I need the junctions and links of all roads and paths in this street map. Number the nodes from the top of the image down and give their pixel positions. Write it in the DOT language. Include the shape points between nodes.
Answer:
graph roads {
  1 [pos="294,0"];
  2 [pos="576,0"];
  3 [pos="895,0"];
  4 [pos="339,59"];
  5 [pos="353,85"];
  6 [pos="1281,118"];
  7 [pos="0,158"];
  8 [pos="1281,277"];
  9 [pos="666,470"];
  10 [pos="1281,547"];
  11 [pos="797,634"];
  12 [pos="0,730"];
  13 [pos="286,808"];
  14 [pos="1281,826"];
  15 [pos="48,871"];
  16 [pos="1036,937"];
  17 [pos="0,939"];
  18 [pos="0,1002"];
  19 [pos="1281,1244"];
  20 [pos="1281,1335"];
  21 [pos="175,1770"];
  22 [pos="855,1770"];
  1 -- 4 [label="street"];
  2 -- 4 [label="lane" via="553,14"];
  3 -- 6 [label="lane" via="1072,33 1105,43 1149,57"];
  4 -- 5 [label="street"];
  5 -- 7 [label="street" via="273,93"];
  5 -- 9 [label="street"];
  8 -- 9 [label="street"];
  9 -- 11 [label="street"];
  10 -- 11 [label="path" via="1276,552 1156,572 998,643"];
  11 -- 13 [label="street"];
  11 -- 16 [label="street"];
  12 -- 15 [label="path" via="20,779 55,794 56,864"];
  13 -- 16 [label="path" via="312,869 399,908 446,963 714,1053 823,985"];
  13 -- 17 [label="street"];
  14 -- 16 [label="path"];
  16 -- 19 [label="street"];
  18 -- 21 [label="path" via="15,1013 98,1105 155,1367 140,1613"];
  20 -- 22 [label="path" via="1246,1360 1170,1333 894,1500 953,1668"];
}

▶ Your objective
All of the material is to be copied word for word.

▶ Task response
I need the junctions and links of all roads and paths in this street map. Number the nodes from the top of the image down and give their pixel positions. Write it in the DOT language. Include the shape points between nodes.
Answer:
graph roads {
  1 [pos="294,0"];
  2 [pos="576,0"];
  3 [pos="895,0"];
  4 [pos="339,59"];
  5 [pos="353,85"];
  6 [pos="1281,118"];
  7 [pos="0,158"];
  8 [pos="1281,277"];
  9 [pos="666,470"];
  10 [pos="1281,547"];
  11 [pos="797,634"];
  12 [pos="0,730"];
  13 [pos="286,808"];
  14 [pos="1281,826"];
  15 [pos="48,871"];
  16 [pos="1036,937"];
  17 [pos="0,939"];
  18 [pos="0,1002"];
  19 [pos="1281,1244"];
  20 [pos="1281,1335"];
  21 [pos="175,1770"];
  22 [pos="855,1770"];
  1 -- 4 [label="street"];
  2 -- 4 [label="lane" via="553,14"];
  3 -- 6 [label="lane" via="1072,33 1105,43 1149,57"];
  4 -- 5 [label="street"];
  5 -- 7 [label="street" via="273,93"];
  5 -- 9 [label="street"];
  8 -- 9 [label="street"];
  9 -- 11 [label="street"];
  10 -- 11 [label="path" via="1276,552 1156,572 998,643"];
  11 -- 13 [label="street"];
  11 -- 16 [label="street"];
  12 -- 15 [label="path" via="20,779 55,794 56,864"];
  13 -- 16 [label="path" via="312,869 399,908 446,963 714,1053 823,985"];
  13 -- 17 [label="street"];
  14 -- 16 [label="path"];
  16 -- 19 [label="street"];
  18 -- 21 [label="path" via="15,1013 98,1105 155,1367 140,1613"];
  20 -- 22 [label="path" via="1246,1360 1170,1333 894,1500 953,1668"];
}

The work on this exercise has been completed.